Items from a dataset
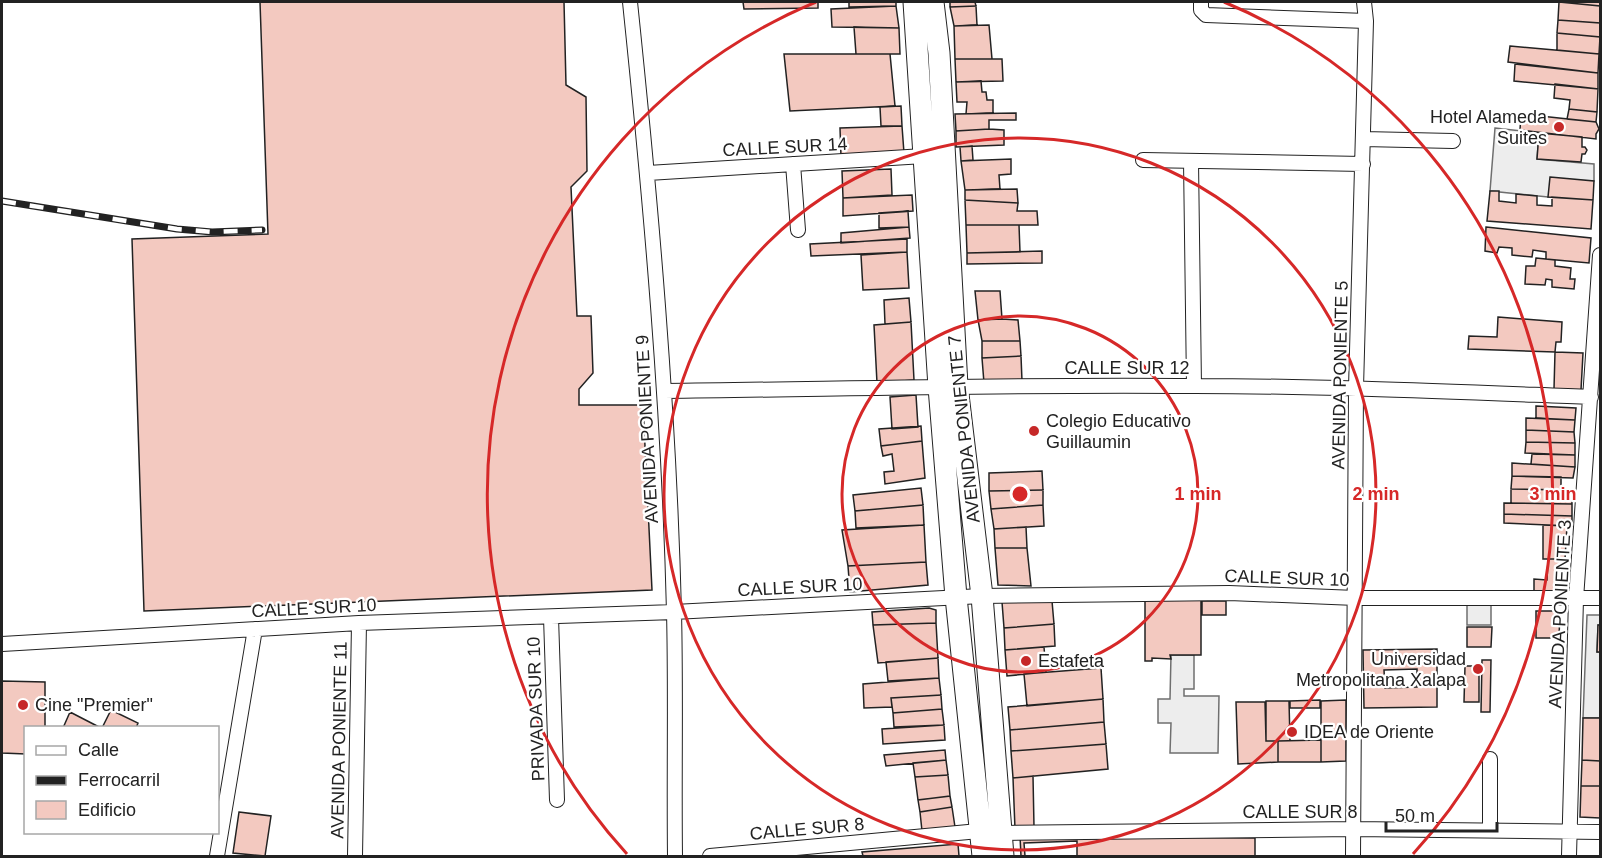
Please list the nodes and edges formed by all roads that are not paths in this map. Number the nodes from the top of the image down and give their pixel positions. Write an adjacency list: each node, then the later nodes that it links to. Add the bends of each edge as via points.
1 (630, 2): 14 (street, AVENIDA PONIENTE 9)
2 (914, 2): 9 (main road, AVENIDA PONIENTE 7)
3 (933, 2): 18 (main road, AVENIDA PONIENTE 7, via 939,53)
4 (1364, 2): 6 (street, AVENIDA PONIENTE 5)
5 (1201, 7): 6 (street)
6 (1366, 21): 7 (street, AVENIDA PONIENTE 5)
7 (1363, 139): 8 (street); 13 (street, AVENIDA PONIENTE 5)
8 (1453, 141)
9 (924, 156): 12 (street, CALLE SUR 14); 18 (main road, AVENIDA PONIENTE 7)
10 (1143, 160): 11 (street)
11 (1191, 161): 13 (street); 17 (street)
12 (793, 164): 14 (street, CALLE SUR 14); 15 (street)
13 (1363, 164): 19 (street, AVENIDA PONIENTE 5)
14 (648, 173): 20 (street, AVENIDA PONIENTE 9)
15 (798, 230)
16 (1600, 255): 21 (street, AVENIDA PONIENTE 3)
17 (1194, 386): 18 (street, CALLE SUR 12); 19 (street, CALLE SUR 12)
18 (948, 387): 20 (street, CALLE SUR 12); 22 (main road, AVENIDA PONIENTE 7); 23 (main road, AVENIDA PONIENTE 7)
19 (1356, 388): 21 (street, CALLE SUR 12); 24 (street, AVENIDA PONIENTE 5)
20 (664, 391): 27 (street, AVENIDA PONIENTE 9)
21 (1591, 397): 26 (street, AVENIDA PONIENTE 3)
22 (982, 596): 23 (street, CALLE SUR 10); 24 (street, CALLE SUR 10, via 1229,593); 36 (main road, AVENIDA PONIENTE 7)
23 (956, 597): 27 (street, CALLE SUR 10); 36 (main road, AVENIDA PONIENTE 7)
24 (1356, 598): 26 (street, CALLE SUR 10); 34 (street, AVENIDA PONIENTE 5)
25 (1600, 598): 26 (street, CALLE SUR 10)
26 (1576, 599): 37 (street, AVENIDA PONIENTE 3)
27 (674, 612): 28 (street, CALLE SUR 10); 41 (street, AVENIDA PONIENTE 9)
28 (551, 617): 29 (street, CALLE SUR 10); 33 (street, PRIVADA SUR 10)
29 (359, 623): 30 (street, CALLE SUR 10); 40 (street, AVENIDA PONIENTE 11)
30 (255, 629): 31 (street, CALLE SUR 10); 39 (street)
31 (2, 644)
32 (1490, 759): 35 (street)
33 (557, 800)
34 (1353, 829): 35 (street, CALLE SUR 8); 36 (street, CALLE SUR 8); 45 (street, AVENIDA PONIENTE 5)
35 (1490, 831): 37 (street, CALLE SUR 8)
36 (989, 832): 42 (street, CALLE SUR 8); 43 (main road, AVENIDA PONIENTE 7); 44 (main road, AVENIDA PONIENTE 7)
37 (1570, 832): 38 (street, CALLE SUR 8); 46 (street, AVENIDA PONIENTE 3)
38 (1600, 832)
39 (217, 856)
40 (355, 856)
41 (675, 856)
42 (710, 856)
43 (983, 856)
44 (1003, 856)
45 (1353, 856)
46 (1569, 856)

- **What the task requires**: Give the data back exactly, omitting all pictures.

- **Written answer**:
Please list the nodes and edges formed by all roads that are not paths in this map. Number the nodes from the top of the image down and give their pixel positions. Write an adjacency list: each node, then the later nodes that it links to. Add the bends of each edge as via points.
1 (630, 2): 14 (street, AVENIDA PONIENTE 9)
2 (914, 2): 9 (main road, AVENIDA PONIENTE 7)
3 (933, 2): 18 (main road, AVENIDA PONIENTE 7, via 939,53)
4 (1364, 2): 6 (street, AVENIDA PONIENTE 5)
5 (1201, 7): 6 (street)
6 (1366, 21): 7 (street, AVENIDA PONIENTE 5)
7 (1363, 139): 8 (street); 13 (street, AVENIDA PONIENTE 5)
8 (1453, 141)
9 (924, 156): 12 (street, CALLE SUR 14); 18 (main road, AVENIDA PONIENTE 7)
10 (1143, 160): 11 (street)
11 (1191, 161): 13 (street); 17 (street)
12 (793, 164): 14 (street, CALLE SUR 14); 15 (street)
13 (1363, 164): 19 (street, AVENIDA PONIENTE 5)
14 (648, 173): 20 (street, AVENIDA PONIENTE 9)
15 (798, 230)
16 (1600, 255): 21 (street, AVENIDA PONIENTE 3)
17 (1194, 386): 18 (street, CALLE SUR 12); 19 (street, CALLE SUR 12)
18 (948, 387): 20 (street, CALLE SUR 12); 22 (main road, AVENIDA PONIENTE 7); 23 (main road, AVENIDA PONIENTE 7)
19 (1356, 388): 21 (street, CALLE SUR 12); 24 (street, AVENIDA PONIENTE 5)
20 (664, 391): 27 (street, AVENIDA PONIENTE 9)
21 (1591, 397): 26 (street, AVENIDA PONIENTE 3)
22 (982, 596): 23 (street, CALLE SUR 10); 24 (street, CALLE SUR 10, via 1229,593); 36 (main road, AVENIDA PONIENTE 7)
23 (956, 597): 27 (street, CALLE SUR 10); 36 (main road, AVENIDA PONIENTE 7)
24 (1356, 598): 26 (street, CALLE SUR 10); 34 (street, AVENIDA PONIENTE 5)
25 (1600, 598): 26 (street, CALLE SUR 10)
26 (1576, 599): 37 (street, AVENIDA PONIENTE 3)
27 (674, 612): 28 (street, CALLE SUR 10); 41 (street, AVENIDA PONIENTE 9)
28 (551, 617): 29 (street, CALLE SUR 10); 33 (street, PRIVADA SUR 10)
29 (359, 623): 30 (street, CALLE SUR 10); 40 (street, AVENIDA PONIENTE 11)
30 (255, 629): 31 (street, CALLE SUR 10); 39 (street)
31 (2, 644)
32 (1490, 759): 35 (street)
33 (557, 800)
34 (1353, 829): 35 (street, CALLE SUR 8); 36 (street, CALLE SUR 8); 45 (street, AVENIDA PONIENTE 5)
35 (1490, 831): 37 (street, CALLE SUR 8)
36 (989, 832): 42 (street, CALLE SUR 8); 43 (main road, AVENIDA PONIENTE 7); 44 (main road, AVENIDA PONIENTE 7)
37 (1570, 832): 38 (street, CALLE SUR 8); 46 (street, AVENIDA PONIENTE 3)
38 (1600, 832)
39 (217, 856)
40 (355, 856)
41 (675, 856)
42 (710, 856)
43 (983, 856)
44 (1003, 856)
45 (1353, 856)
46 (1569, 856)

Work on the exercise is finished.